WHAT THIS TASK INVOLVES » Look through the listing below and report every line that contains "Józefa".
********
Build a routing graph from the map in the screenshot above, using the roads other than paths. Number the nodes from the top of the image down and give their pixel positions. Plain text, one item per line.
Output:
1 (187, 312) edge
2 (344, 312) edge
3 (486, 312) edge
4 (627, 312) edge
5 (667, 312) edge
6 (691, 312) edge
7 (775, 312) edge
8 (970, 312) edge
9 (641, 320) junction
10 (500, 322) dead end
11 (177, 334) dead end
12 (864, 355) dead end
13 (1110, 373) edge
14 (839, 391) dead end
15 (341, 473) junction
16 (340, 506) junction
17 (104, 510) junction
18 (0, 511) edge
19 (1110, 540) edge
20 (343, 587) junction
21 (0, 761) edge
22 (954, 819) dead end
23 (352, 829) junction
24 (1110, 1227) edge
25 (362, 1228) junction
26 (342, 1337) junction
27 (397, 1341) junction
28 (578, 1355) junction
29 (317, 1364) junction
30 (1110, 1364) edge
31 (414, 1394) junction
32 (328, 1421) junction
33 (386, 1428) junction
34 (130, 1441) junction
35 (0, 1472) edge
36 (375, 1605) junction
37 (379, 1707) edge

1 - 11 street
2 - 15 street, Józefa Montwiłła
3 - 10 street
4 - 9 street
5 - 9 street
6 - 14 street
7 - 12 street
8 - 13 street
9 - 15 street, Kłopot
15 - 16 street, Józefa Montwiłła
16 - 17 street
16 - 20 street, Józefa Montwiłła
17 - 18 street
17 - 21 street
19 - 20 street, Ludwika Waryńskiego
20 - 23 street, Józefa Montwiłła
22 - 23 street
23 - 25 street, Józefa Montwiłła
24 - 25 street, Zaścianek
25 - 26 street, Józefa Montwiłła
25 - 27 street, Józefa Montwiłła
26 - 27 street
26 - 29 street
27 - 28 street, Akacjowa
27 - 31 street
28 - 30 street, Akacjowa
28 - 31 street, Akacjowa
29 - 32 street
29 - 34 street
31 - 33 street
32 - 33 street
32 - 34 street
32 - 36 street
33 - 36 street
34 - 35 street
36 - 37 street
********
OUTPUT »
2 - 15 street, Józefa Montwiłła
15 - 16 street, Józefa Montwiłła
16 - 20 street, Józefa Montwiłła
20 - 23 street, Józefa Montwiłła
23 - 25 street, Józefa Montwiłła
25 - 26 street, Józefa Montwiłła
25 - 27 street, Józefa Montwiłła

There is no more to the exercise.